Notes from consultation calls w/c 3rd July

Outcome:
The proposal was reviewed by those on the call and there was no objection from the group.

Discussion:
In addition those on the call discussed the difference between embedded, non-embedded and replicated codelists.

See also 'Proposed Addition To The Indicator Vocabulary

Many thanks. We have now updated the link for UN Sustainable Development Goals (SDG) Indicators
From: http://unstats.un.org/unsd/statcom/47th-session/documents/2016-2-IAEG-SDGs-Rev1-E.pdf6

To: https://unstats.un.org/sdgs/indicators/indicators-list/

Apologies for the late contribution, but I have somehow missed all the community calls (and couldn’t find any times or info posted online?).

I do support the addition of more result vocabularies in order to allow publishers to refer to ‘common ground’ indicators and thus be able to make more sense of results data.

I would expect IATI to stick to internationally recognised vocabularies such as e.g. the SDGs, World Development Indicators and possibly sector specific recognised vocabularies, however.

I’m not an M&E expert, but the proposed list of vocabularies contains some problems. A few examples:

• Dutch Development Results: http://www.dutchdevelopmentresults.nl/

As far as I know this is not a maintained vocabulary. Next to that it is donor/country specific. If each donor or country comes up with a vocabulary, we’ll end up with hundreds of vocabularies which contradicts the purpose of using vocabularies.

This is i.m.o. a selection of internationally recognised indicators from different (source) vocabularies

I fail to see how Open 17 is a separate vocabulary. It seems to refer to the SDGs?

As said, I’m not an M&E expert and therefore not in a position to examine the value of all the proposed vocabularies - but I think IATI should stick to recognising the obvious ones. The more organisation specific vocabularies can still be referred to using "vocabulary=“99"”

@pelleaardema I agree that this list contains a number of candidates that are unsuitable.

As this is a non-embedded codelist its content is not governed by the upgrade process [but on this forum]
(https://discuss.codeforiati.org/c/standard-management/non-embedded-codelist-amendments). It would, however, be useful for the technical team to have access to a definition to use as a reference for this.

Something like
A publicly accessible authority list that specifically defines M&E indicators and is used by more than one institution. It is preferable that the list is machine readable and contains language-agnostic codes (not just free-text descriptions)

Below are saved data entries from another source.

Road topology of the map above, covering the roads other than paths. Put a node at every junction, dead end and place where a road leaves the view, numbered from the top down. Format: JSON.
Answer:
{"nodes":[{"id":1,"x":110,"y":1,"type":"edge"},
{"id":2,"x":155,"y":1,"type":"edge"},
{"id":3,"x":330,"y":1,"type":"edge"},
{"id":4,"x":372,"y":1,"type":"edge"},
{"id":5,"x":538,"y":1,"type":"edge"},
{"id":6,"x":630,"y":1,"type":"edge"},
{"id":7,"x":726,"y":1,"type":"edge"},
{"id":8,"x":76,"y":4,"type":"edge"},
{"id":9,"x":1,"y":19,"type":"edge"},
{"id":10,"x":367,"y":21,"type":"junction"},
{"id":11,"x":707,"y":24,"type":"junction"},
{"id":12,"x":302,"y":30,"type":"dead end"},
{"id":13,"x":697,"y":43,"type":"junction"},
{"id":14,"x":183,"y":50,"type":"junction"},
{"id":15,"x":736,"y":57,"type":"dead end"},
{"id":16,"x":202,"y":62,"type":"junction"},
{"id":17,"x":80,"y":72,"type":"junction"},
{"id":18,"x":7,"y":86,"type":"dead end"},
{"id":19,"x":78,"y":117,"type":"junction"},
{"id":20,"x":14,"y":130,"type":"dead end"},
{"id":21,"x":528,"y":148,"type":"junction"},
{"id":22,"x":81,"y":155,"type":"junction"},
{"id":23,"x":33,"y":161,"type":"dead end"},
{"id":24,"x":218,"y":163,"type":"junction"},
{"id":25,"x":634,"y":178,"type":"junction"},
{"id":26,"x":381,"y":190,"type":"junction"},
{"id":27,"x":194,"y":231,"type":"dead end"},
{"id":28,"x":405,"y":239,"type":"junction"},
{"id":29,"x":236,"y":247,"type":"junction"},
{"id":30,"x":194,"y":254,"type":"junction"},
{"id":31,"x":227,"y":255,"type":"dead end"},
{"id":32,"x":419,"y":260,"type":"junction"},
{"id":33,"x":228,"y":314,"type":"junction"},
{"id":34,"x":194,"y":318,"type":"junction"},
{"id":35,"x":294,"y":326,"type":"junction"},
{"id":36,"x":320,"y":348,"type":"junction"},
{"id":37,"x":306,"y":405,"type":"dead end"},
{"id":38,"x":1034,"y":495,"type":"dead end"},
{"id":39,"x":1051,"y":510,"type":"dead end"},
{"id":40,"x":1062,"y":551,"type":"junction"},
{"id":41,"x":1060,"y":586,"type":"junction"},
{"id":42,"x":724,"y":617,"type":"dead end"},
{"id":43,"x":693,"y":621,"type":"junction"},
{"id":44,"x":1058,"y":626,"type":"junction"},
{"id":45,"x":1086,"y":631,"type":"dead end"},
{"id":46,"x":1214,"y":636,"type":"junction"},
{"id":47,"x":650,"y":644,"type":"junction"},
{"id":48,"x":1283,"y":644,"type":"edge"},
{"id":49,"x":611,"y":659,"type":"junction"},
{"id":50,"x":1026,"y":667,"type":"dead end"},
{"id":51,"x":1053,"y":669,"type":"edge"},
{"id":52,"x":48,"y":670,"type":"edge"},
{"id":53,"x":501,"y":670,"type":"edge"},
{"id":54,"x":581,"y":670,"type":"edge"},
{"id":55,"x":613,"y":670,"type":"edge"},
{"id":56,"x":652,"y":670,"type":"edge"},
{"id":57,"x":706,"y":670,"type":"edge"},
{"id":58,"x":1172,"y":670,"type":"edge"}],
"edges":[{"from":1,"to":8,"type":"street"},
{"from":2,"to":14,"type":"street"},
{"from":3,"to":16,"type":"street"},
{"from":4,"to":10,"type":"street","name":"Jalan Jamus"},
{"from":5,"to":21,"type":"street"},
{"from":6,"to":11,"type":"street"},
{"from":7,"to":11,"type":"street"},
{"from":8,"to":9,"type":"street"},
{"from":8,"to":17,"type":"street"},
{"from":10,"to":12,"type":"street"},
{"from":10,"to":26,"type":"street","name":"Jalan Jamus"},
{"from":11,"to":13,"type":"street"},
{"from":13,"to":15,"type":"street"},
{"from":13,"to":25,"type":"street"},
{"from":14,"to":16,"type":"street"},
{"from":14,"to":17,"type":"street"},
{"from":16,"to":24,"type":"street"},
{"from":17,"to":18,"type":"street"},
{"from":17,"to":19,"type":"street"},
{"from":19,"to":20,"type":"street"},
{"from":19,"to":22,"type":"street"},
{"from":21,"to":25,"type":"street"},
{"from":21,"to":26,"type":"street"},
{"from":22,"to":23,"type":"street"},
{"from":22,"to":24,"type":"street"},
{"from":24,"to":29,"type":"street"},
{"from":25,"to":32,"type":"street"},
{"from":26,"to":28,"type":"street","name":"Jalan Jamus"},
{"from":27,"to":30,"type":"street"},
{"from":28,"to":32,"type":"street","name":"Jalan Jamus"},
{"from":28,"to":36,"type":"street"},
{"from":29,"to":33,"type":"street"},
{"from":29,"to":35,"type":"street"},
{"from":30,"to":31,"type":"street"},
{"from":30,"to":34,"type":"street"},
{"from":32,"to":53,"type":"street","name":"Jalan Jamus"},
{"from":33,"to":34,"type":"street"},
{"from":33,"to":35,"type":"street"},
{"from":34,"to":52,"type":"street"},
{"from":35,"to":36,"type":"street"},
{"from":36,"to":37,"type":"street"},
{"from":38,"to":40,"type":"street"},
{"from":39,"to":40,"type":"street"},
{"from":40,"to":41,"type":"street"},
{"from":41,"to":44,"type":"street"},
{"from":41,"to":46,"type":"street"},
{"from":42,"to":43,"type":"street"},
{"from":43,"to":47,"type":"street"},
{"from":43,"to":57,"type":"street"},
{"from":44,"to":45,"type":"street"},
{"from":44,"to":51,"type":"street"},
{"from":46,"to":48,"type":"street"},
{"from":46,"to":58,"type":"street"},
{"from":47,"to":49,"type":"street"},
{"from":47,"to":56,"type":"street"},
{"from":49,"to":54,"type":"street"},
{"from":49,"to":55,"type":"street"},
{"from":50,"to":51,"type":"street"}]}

Thanks @bill_anderson for clarifying that this proposal does not fall under the upgrade process. Some guiding principles, such as @bill_anderson’s suggestion to the IATI technical team, would be really useful to the community more generally (please post a link if I have missed it somewhere).

seems open to interpretation that a donor/country specific vocabulary is fine so long as other organisations publish using it - is this the intention?

Following @pelleaardema’s comments could we also clarify preferences (not necessarily rule our/in) for eg: a vocabulary that is maintained, vocabularies that are not just combinations of other vocabularies, and:

So far, and acknowledging this is outside the upgrade process, I think we have consensus for adding:

Yes, that was my suggestion: some kind of check that a vocabulary is not only used by its creator. (For example the DFID link in your list looks very impressive, but does anyone other than DFID use it? If not it should be a ‘99’ vocabulary.)